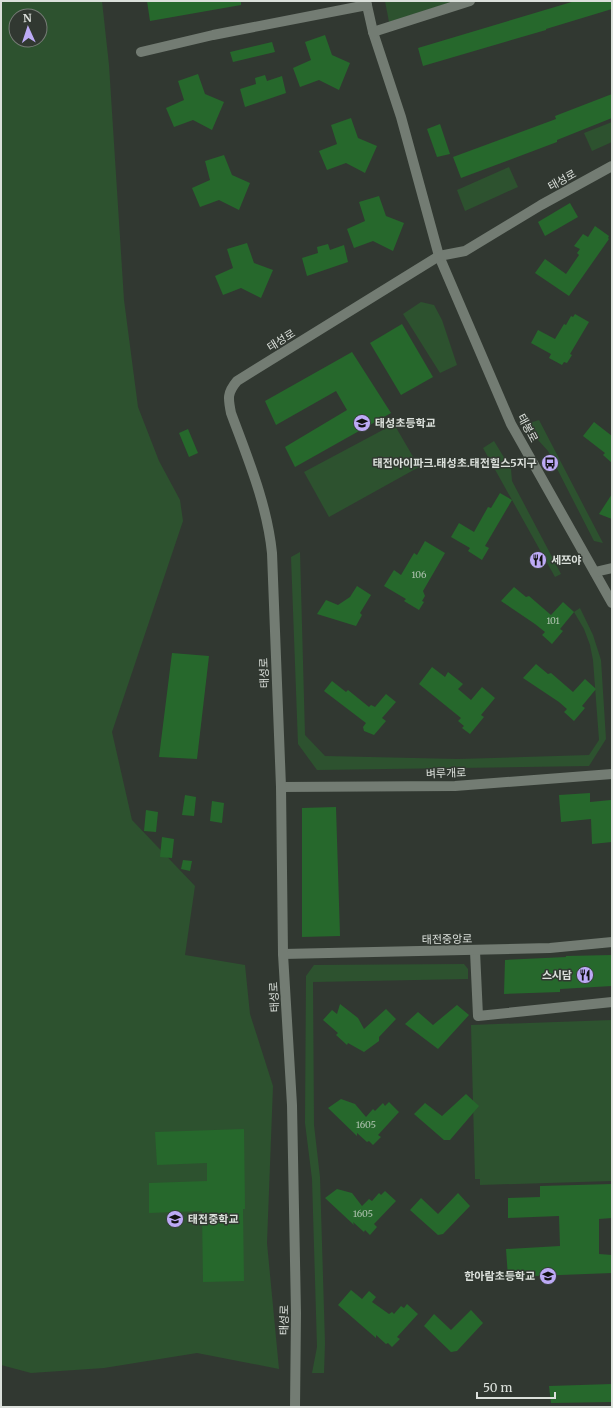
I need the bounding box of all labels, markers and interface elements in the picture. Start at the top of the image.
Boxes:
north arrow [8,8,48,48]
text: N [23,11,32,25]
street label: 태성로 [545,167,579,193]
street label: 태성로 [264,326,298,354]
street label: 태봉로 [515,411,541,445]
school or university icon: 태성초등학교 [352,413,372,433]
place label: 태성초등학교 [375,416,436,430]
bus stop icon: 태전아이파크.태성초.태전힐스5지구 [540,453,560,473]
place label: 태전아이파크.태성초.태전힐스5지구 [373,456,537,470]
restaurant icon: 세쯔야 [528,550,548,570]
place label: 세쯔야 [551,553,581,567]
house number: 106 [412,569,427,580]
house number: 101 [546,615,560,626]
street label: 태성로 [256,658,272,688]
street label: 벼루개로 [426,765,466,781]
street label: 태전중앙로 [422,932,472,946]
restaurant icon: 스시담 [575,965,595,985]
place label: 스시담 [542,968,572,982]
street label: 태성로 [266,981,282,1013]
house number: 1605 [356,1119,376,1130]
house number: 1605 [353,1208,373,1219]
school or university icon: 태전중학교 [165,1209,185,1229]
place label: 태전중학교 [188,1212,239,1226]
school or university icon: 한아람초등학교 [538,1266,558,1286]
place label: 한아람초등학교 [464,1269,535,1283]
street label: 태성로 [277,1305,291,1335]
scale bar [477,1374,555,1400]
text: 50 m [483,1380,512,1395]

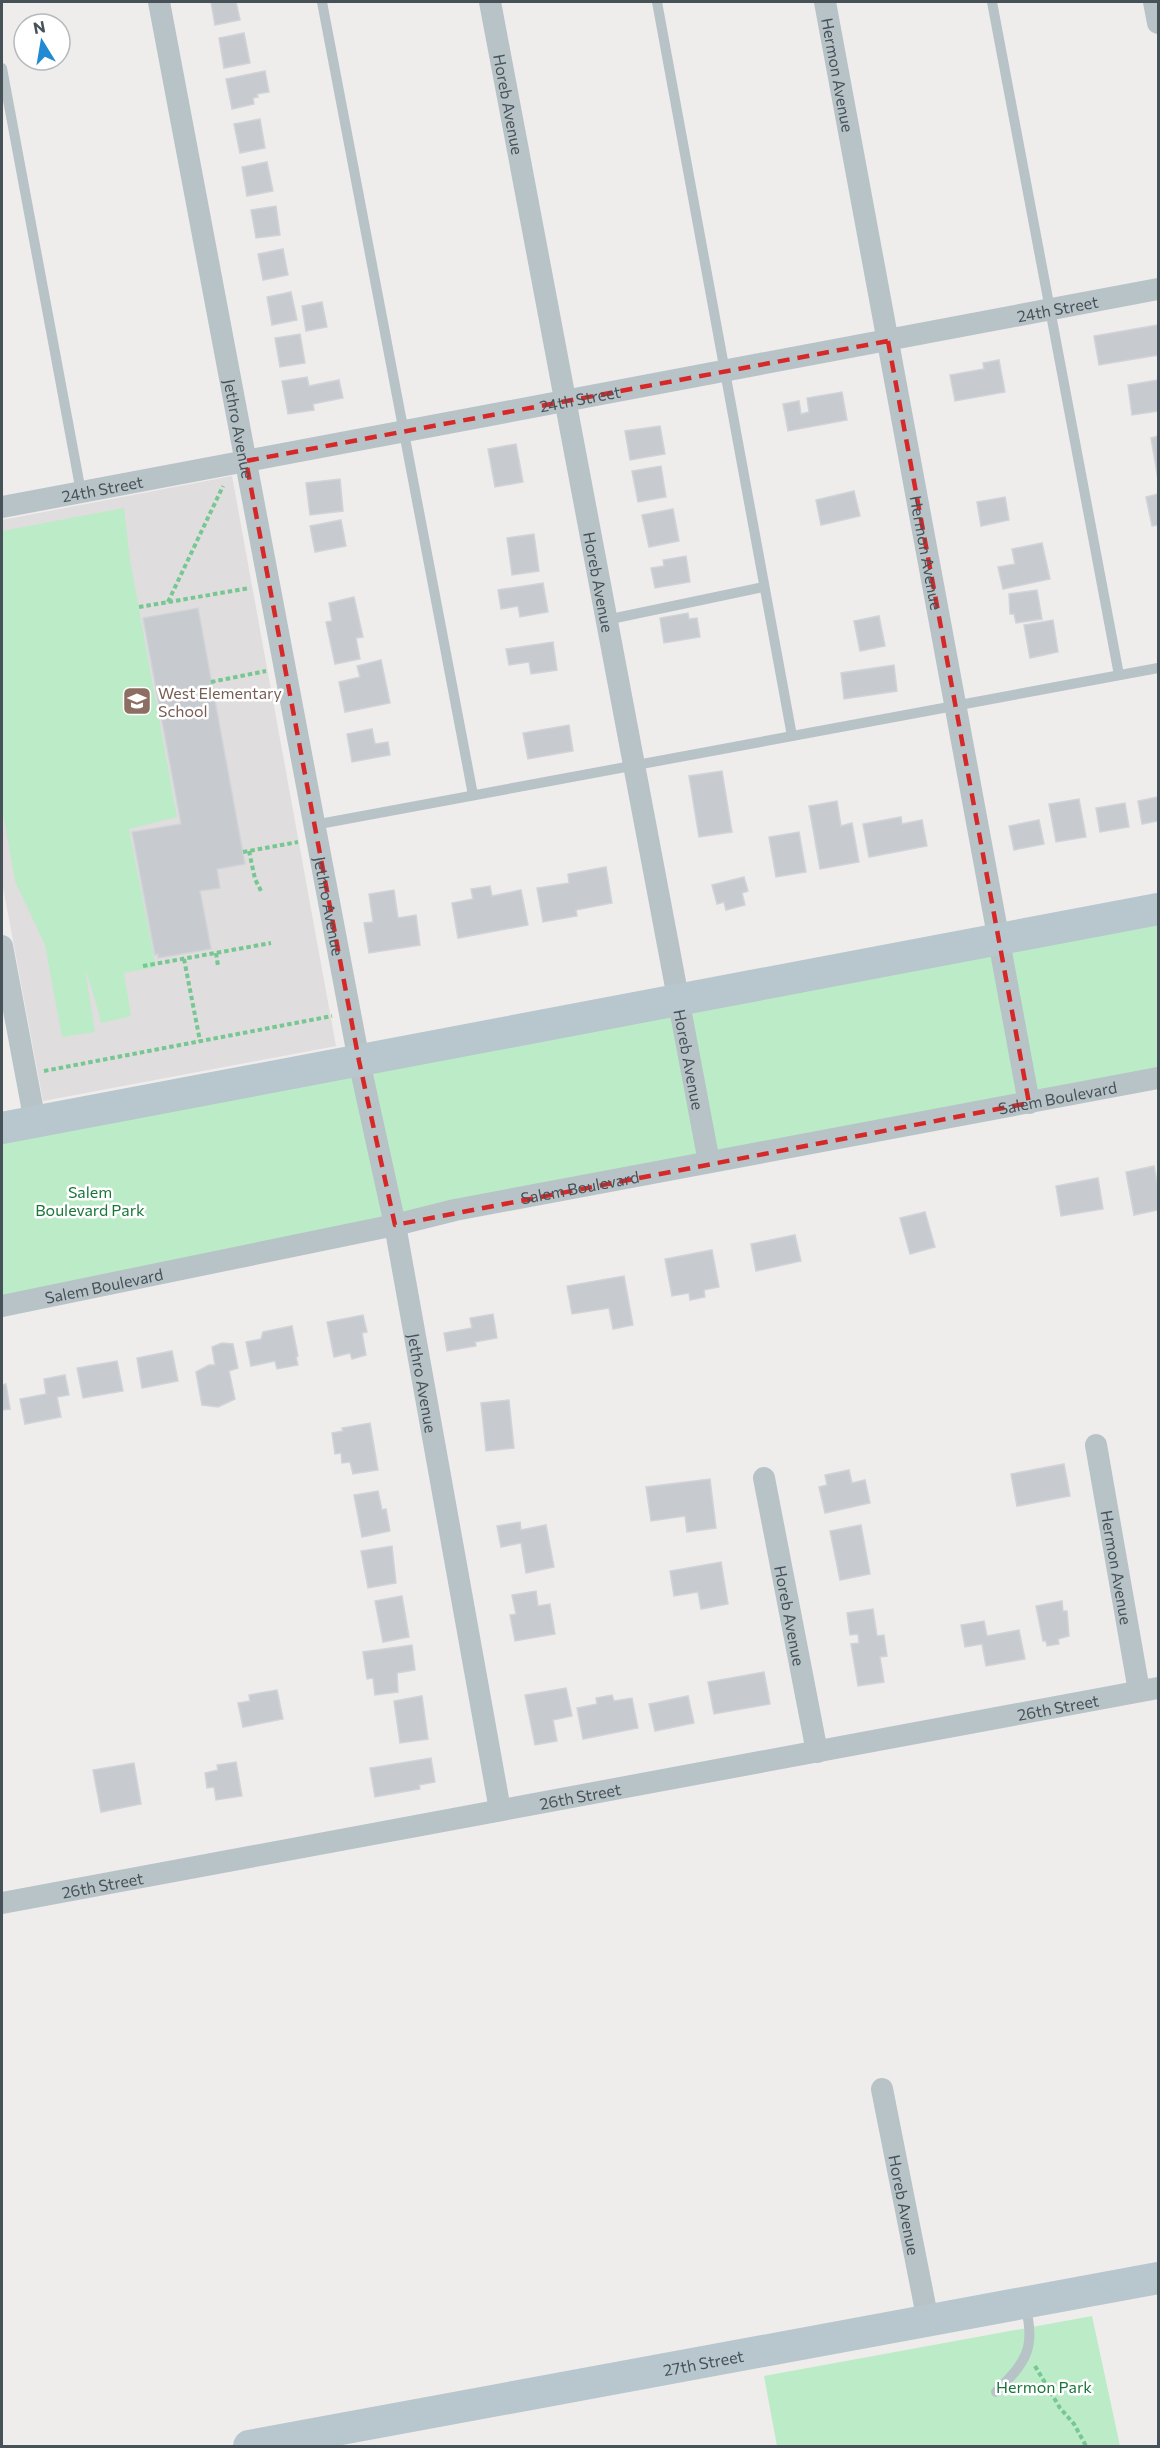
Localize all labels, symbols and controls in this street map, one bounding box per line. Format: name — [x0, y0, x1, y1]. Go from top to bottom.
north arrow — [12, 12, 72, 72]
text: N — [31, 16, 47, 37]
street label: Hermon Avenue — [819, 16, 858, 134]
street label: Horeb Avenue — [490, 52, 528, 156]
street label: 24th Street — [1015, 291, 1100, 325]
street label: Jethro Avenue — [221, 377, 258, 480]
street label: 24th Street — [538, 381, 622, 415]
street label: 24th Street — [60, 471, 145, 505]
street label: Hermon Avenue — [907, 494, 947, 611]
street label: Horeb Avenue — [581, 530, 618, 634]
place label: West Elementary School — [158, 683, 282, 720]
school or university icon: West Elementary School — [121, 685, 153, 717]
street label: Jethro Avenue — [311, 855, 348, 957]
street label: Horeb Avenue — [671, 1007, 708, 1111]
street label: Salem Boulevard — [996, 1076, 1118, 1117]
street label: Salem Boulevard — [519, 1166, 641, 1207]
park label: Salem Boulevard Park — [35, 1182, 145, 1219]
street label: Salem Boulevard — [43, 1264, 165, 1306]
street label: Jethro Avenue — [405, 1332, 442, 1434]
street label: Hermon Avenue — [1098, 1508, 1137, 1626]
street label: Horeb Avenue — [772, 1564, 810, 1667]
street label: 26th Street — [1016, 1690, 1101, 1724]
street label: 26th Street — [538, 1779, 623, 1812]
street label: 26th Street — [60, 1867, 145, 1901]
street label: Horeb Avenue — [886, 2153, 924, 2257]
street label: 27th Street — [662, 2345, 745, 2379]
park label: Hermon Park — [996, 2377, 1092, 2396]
== == ==
> [What is expected]:
Wherever a line in the entries above holds "Hermon", copy that line.

> [Answer to the problem]:
street label: Hermon Avenue — [819, 16, 858, 134]
street label: Hermon Avenue — [907, 494, 947, 611]
street label: Hermon Avenue — [1098, 1508, 1137, 1626]
park label: Hermon Park — [996, 2377, 1092, 2396]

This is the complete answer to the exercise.